**EXERCISE DESCRIPTION**
Each line below that contains the word "Crestwood" must be copied.

**DATA SHOWN**
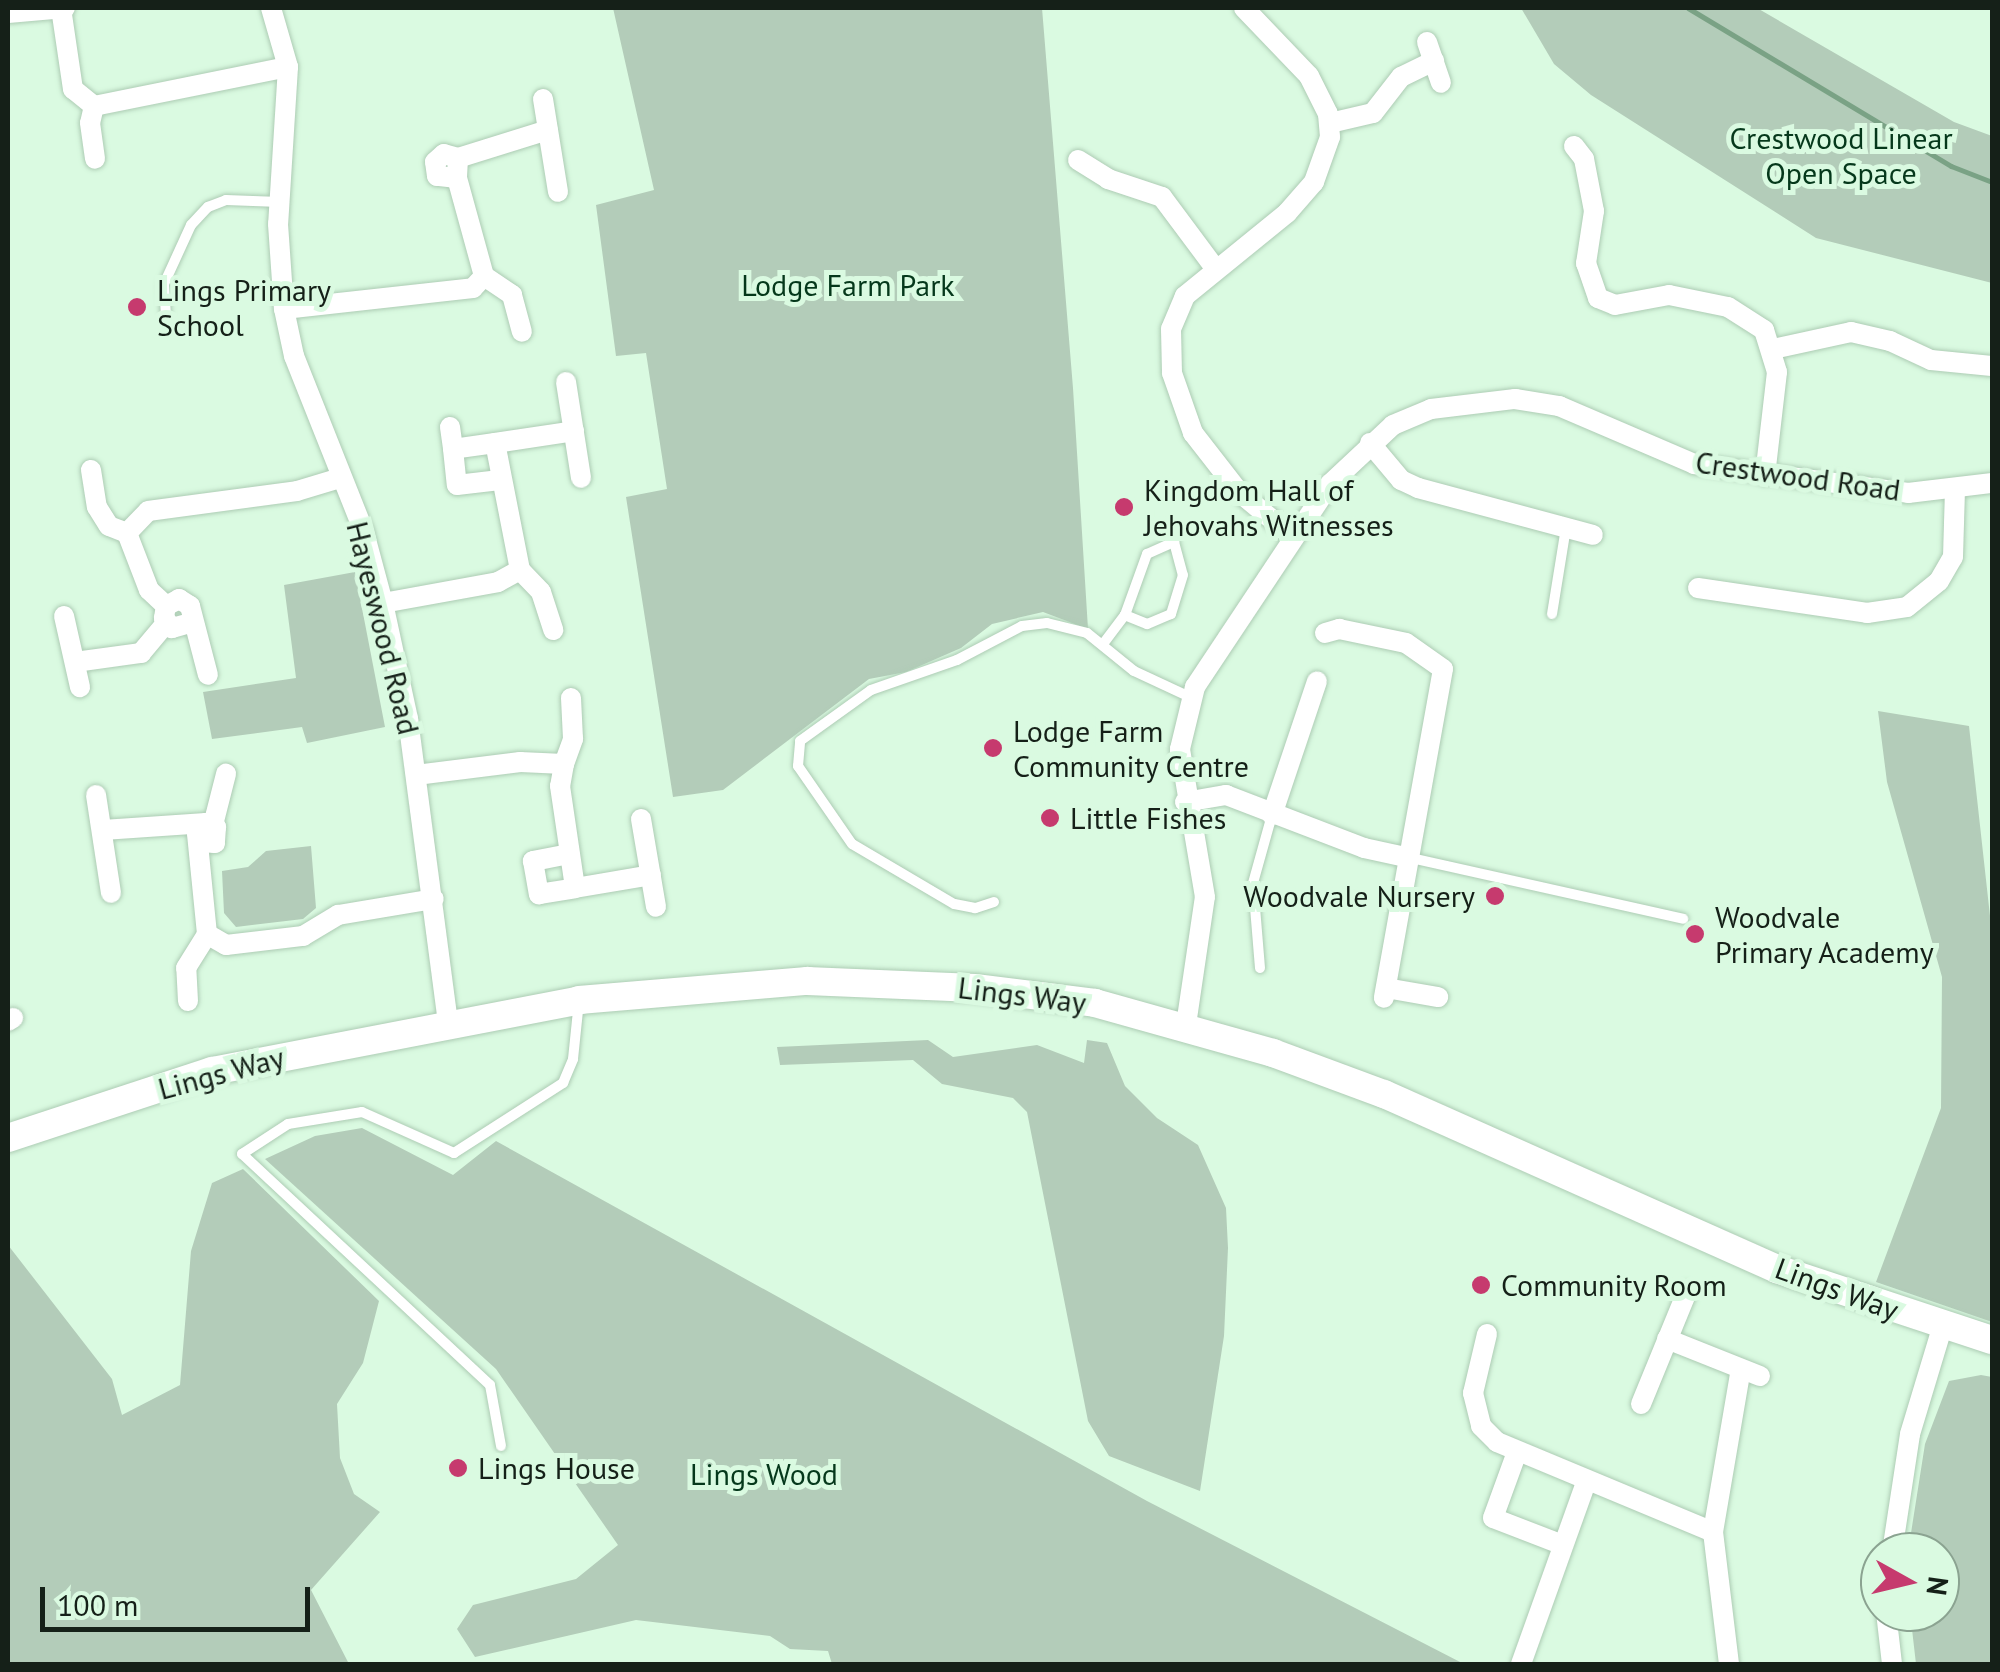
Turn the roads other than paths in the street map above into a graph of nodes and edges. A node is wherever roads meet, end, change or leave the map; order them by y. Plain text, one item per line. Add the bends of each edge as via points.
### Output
1 (63, 8) edge
2 (271, 8) edge
3 (1244, 8) edge
4 (8, 13) edge
5 (288, 67) junction
6 (1441, 83) dead end
7 (543, 99) dead end
8 (94, 106) junction
9 (1330, 124) junction
10 (548, 130) junction
11 (1574, 146) dead end
12 (95, 159) dead end
13 (1078, 160) dead end
14 (558, 192) dead end
15 (280, 202) junction
16 (1214, 268) junction
17 (484, 276) junction
18 (284, 308) junction
19 (166, 315) dead end
20 (522, 332) dead end
21 (1774, 349) junction
22 (1992, 366) edge
23 (566, 382) dead end
24 (450, 428) dead end
25 (574, 430) junction
26 (495, 443) junction
27 (1370, 443) junction
28 (453, 450) junction
29 (90, 470) dead end
30 (1765, 475) junction
31 (340, 478) junction
32 (581, 478) dead end
33 (500, 480) junction
34 (1992, 483) edge
35 (1955, 491) junction
36 (1566, 528) junction
37 (128, 533) junction
38 (1593, 535) dead end
39 (1292, 536) junction
40 (520, 570) junction
41 (1698, 588) dead end
42 (383, 602) junction
43 (166, 614) junction
44 (1125, 614) junction
45 (1552, 614) dead end
46 (64, 616) dead end
47 (553, 630) dead end
48 (1325, 634) dead end
49 (1103, 644) junction
50 (75, 662) junction
51 (208, 676) dead end
52 (1317, 681) dead end
53 (80, 686) dead end
54 (572, 698) dead end
55 (1192, 698) junction
56 (564, 764) junction
57 (226, 774) dead end
58 (416, 774) junction
59 (96, 795) dead end
60 (1185, 802) junction
61 (1272, 815) junction
62 (641, 819) dead end
63 (103, 830) junction
64 (206, 830) junction
65 (568, 854) junction
66 (1410, 858) junction
67 (651, 875) junction
68 (575, 888) junction
69 (111, 893) dead end
70 (434, 899) junction
71 (994, 902) dead end
72 (656, 907) dead end
73 (1683, 919) dead end
74 (207, 934) junction
75 (1260, 968) dead end
76 (1438, 997) dead end
77 (580, 1000) junction
78 (188, 1001) dead end
79 (448, 1022) junction
80 (1186, 1025) junction
81 (8, 1138) edge
82 (1686, 1292) dead end
83 (1942, 1326) junction
84 (1487, 1334) dead end
85 (1667, 1340) junction
86 (1992, 1340) edge
87 (1641, 1404) dead end
88 (501, 1446) dead end
89 (1517, 1452) junction
90 (1587, 1480) junction
91 (1712, 1532) junction
92 (1895, 1532) edge
93 (1563, 1546) junction
94 (1888, 1632) edge
95 (1520, 1664) edge
96 (1730, 1664) edge
97 (1892, 1664) edge

1 - 4 street
1 - 8 street via 73,90
2 - 5 street, Hayeswood Road
3 - 9 street via 1309,76
5 - 8 street
5 - 15 street, Hayeswood Road
6 - 9 street via 1431,52 1373,113
7 - 10 street
8 - 12 street
9 - 16 street via 1314,182 1287,213
10 - 14 street
10 - 17 street via 457,168
11 - 21 street via 1584,159 1594,211 1586,264 1598,298 1615,305 1669,295 1728,306 1764,330
13 - 16 street via 1108,180 1162,196
15 - 18 street, Hayeswood Road
15 - 19 lane via 226,200 208,207 164,284
16 - 39 street via 1185,296 1171,329 1172,373 1194,433 1239,492
17 - 18 street via 474,288
17 - 20 street via 512,295
18 - 31 street, Hayeswood Road via 294,356
21 - 22 street via 1850,332 1890,340 1931,360
21 - 30 street via 1778,372
23 - 25 street
24 - 28 street
25 - 26 street
25 - 32 street
26 - 28 street
26 - 33 street
27 - 30 street, Crestwood Road via 1430,409 1515,399 1559,406 1694,464
27 - 36 street via 1401,480 1418,488
27 - 39 street, Crestwood Road
28 - 33 street via 457,485
29 - 37 street via 97,507 109,526
30 - 35 street, Crestwood Road via 1908,493
31 - 37 street via 148,511
31 - 42 street, Hayeswood Road
33 - 40 street
34 - 35 street, Crestwood Road
35 - 41 street via 1953,557 1940,582 1907,606 1868,613
36 - 38 street
36 - 45 lane
37 - 43 street via 149,590
39 - 55 street, Crestwood Road
40 - 42 street via 498,582
40 - 47 street via 541,592
42 - 58 street, Hayeswood Road
43 - 50 street via 141,653
43 - 51 street via 177,629 190,623
44 - 44 lane via 1146,554 1174,542 1182,575 1172,614 1147,624
44 - 49 lane
46 - 50 street
48 - 66 street via 1339,629 1406,644 1443,669
49 - 55 lane via 1134,671
49 - 71 lane via 1057,624 1022,626 957,660 871,690 800,741 798,766 852,844 954,904 975,908
50 - 53 street
52 - 61 street
54 - 56 street via 573,739
55 - 60 street, Crestwood Road via 1180,749
56 - 58 street
56 - 65 street
57 - 64 street
58 - 70 street, Hayeswood Road
59 - 63 street
60 - 61 street via 1226,795
60 - 80 street, Crestwood Road via 1205,897
61 - 66 street
61 - 75 lane via 1254,883
62 - 67 street
63 - 64 street
63 - 69 street
64 - 74 street
65 - 68 street
65 - 68 street via 533,861 539,894
66 - 73 lane
66 - 76 street via 1385,993
67 - 68 street
67 - 72 street
70 - 74 street via 338,915 303,936 226,945
70 - 79 street, Hayeswood Road
74 - 78 street via 186,968
77 - 79 street, Lings Way
77 - 80 street, Lings Way via 807,982 899,984 1096,1003
77 - 88 lane via 573,1059 562,1083 454,1154 362,1112 288,1124 242,1154 490,1385
79 - 81 street, Lings Way via 212,1071
80 - 83 street, Lings Way via 1384,1094 1777,1268
82 - 85 street
83 - 86 street, Lings Way
83 - 92 street via 1910,1434
84 - 89 street via 1473,1372 1481,1426
85 - 87 street
85 - 91 street via 1750,1372
89 - 90 street
89 - 93 street via 1493,1518
90 - 91 street
90 - 93 street
91 - 96 street
93 - 95 street
94 - 97 street

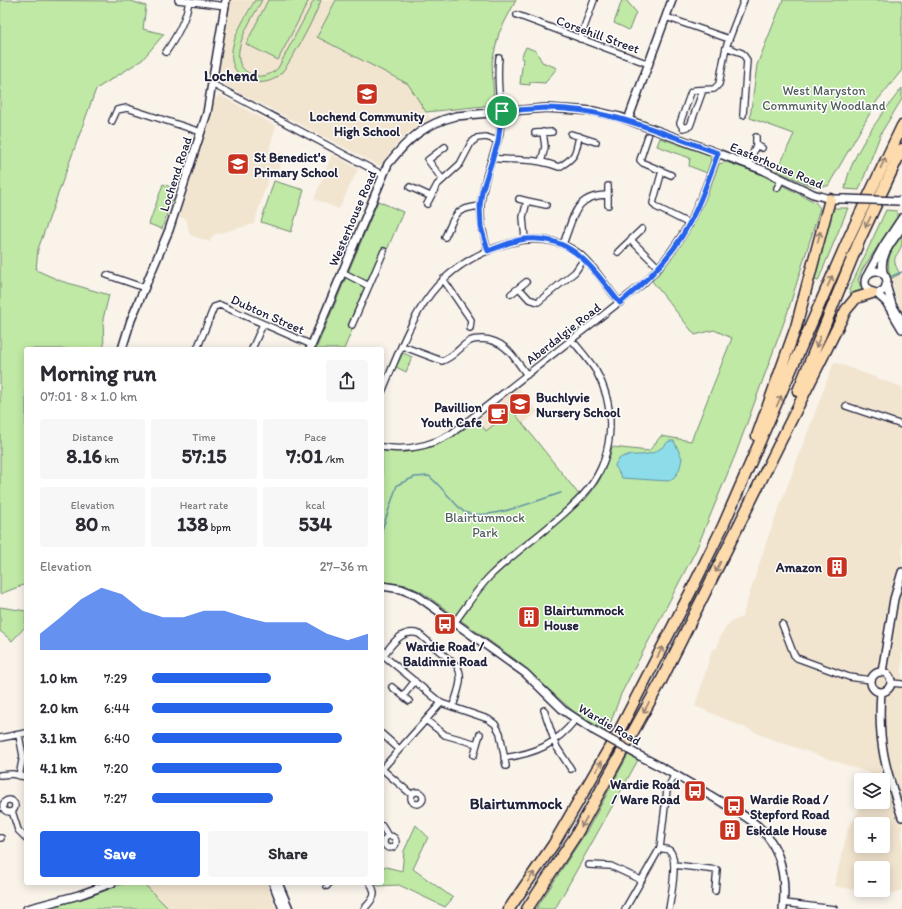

**YOUR RESPONSE**
27 - 30 street, Crestwood Road via 1430,409 1515,399 1559,406 1694,464
27 - 39 street, Crestwood Road
30 - 35 street, Crestwood Road via 1908,493
34 - 35 street, Crestwood Road
39 - 55 street, Crestwood Road
55 - 60 street, Crestwood Road via 1180,749
60 - 80 street, Crestwood Road via 1205,897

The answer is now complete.